=== Begin Enclosure ===

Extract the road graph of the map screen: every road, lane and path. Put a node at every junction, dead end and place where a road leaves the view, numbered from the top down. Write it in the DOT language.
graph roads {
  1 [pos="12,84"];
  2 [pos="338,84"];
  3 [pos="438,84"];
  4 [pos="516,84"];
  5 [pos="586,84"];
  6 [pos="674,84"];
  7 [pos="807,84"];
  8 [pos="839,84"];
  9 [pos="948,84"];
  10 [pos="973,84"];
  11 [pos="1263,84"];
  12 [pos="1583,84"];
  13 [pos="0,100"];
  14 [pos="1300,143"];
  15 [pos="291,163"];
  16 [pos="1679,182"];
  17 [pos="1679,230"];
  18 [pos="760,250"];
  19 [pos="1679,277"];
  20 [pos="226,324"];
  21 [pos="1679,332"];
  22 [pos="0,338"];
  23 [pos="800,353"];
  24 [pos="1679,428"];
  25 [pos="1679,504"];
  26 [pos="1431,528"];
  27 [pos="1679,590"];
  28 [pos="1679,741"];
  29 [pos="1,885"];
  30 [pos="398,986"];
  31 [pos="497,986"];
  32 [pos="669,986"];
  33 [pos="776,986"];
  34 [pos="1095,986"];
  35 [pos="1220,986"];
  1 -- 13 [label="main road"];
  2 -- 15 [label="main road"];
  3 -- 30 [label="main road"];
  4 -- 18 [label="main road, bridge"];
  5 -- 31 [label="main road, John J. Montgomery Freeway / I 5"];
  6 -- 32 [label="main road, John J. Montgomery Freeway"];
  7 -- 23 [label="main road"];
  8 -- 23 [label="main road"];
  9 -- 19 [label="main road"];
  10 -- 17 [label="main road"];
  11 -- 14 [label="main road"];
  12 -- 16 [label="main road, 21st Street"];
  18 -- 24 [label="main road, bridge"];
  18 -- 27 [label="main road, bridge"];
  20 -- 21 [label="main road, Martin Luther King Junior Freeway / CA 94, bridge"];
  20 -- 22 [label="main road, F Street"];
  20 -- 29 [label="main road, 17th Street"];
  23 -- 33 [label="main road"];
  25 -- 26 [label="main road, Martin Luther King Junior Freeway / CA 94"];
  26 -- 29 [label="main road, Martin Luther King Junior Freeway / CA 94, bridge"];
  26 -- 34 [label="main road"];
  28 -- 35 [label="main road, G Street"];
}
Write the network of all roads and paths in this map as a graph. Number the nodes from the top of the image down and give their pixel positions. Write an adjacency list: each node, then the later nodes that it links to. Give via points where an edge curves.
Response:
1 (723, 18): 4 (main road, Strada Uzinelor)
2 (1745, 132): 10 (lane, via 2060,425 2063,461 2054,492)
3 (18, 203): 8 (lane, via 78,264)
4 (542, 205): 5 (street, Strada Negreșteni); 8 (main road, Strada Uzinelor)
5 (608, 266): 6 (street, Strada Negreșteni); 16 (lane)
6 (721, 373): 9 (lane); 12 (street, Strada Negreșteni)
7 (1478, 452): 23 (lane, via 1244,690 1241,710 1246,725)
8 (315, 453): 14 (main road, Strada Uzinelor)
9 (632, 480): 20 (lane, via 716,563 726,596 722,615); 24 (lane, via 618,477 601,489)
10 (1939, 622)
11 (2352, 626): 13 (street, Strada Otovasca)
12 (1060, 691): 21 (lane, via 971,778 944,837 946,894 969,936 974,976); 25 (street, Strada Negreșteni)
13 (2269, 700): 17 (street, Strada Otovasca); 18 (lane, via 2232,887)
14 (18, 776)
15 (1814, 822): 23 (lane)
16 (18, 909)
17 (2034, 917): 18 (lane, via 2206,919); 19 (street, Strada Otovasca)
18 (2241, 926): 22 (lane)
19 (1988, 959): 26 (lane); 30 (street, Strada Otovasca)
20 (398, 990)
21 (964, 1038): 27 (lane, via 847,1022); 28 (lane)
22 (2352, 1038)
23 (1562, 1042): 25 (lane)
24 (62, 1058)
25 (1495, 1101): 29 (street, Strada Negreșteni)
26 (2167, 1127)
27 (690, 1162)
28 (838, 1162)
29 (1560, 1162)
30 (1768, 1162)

=== End Enclosure ===

### Task to carry out
Write out the entire listing exactly.

### Exercise solution
Extract the road graph of the map screen: every road, lane and path. Put a node at every junction, dead end and place where a road leaves the view, numbered from the top down. Write it in the DOT language.
graph roads {
  1 [pos="12,84"];
  2 [pos="338,84"];
  3 [pos="438,84"];
  4 [pos="516,84"];
  5 [pos="586,84"];
  6 [pos="674,84"];
  7 [pos="807,84"];
  8 [pos="839,84"];
  9 [pos="948,84"];
  10 [pos="973,84"];
  11 [pos="1263,84"];
  12 [pos="1583,84"];
  13 [pos="0,100"];
  14 [pos="1300,143"];
  15 [pos="291,163"];
  16 [pos="1679,182"];
  17 [pos="1679,230"];
  18 [pos="760,250"];
  19 [pos="1679,277"];
  20 [pos="226,324"];
  21 [pos="1679,332"];
  22 [pos="0,338"];
  23 [pos="800,353"];
  24 [pos="1679,428"];
  25 [pos="1679,504"];
  26 [pos="1431,528"];
  27 [pos="1679,590"];
  28 [pos="1679,741"];
  29 [pos="1,885"];
  30 [pos="398,986"];
  31 [pos="497,986"];
  32 [pos="669,986"];
  33 [pos="776,986"];
  34 [pos="1095,986"];
  35 [pos="1220,986"];
  1 -- 13 [label="main road"];
  2 -- 15 [label="main road"];
  3 -- 30 [label="main road"];
  4 -- 18 [label="main road, bridge"];
  5 -- 31 [label="main road, John J. Montgomery Freeway / I 5"];
  6 -- 32 [label="main road, John J. Montgomery Freeway"];
  7 -- 23 [label="main road"];
  8 -- 23 [label="main road"];
  9 -- 19 [label="main road"];
  10 -- 17 [label="main road"];
  11 -- 14 [label="main road"];
  12 -- 16 [label="main road, 21st Street"];
  18 -- 24 [label="main road, bridge"];
  18 -- 27 [label="main road, bridge"];
  20 -- 21 [label="main road, Martin Luther King Junior Freeway / CA 94, bridge"];
  20 -- 22 [label="main road, F Street"];
  20 -- 29 [label="main road, 17th Street"];
  23 -- 33 [label="main road"];
  25 -- 26 [label="main road, Martin Luther King Junior Freeway / CA 94"];
  26 -- 29 [label="main road, Martin Luther King Junior Freeway / CA 94, bridge"];
  26 -- 34 [label="main road"];
  28 -- 35 [label="main road, G Street"];
}
Write the network of all roads and paths in this map as a graph. Number the nodes from the top of the image down and give their pixel positions. Write an adjacency list: each node, then the later nodes that it links to. Give via points where an edge curves.
Response:
1 (723, 18): 4 (main road, Strada Uzinelor)
2 (1745, 132): 10 (lane, via 2060,425 2063,461 2054,492)
3 (18, 203): 8 (lane, via 78,264)
4 (542, 205): 5 (street, Strada Negreșteni); 8 (main road, Strada Uzinelor)
5 (608, 266): 6 (street, Strada Negreșteni); 16 (lane)
6 (721, 373): 9 (lane); 12 (street, Strada Negreșteni)
7 (1478, 452): 23 (lane, via 1244,690 1241,710 1246,725)
8 (315, 453): 14 (main road, Strada Uzinelor)
9 (632, 480): 20 (lane, via 716,563 726,596 722,615); 24 (lane, via 618,477 601,489)
10 (1939, 622)
11 (2352, 626): 13 (street, Strada Otovasca)
12 (1060, 691): 21 (lane, via 971,778 944,837 946,894 969,936 974,976); 25 (street, Strada Negreșteni)
13 (2269, 700): 17 (street, Strada Otovasca); 18 (lane, via 2232,887)
14 (18, 776)
15 (1814, 822): 23 (lane)
16 (18, 909)
17 (2034, 917): 18 (lane, via 2206,919); 19 (street, Strada Otovasca)
18 (2241, 926): 22 (lane)
19 (1988, 959): 26 (lane); 30 (street, Strada Otovasca)
20 (398, 990)
21 (964, 1038): 27 (lane, via 847,1022); 28 (lane)
22 (2352, 1038)
23 (1562, 1042): 25 (lane)
24 (62, 1058)
25 (1495, 1101): 29 (street, Strada Negreșteni)
26 (2167, 1127)
27 (690, 1162)
28 (838, 1162)
29 (1560, 1162)
30 (1768, 1162)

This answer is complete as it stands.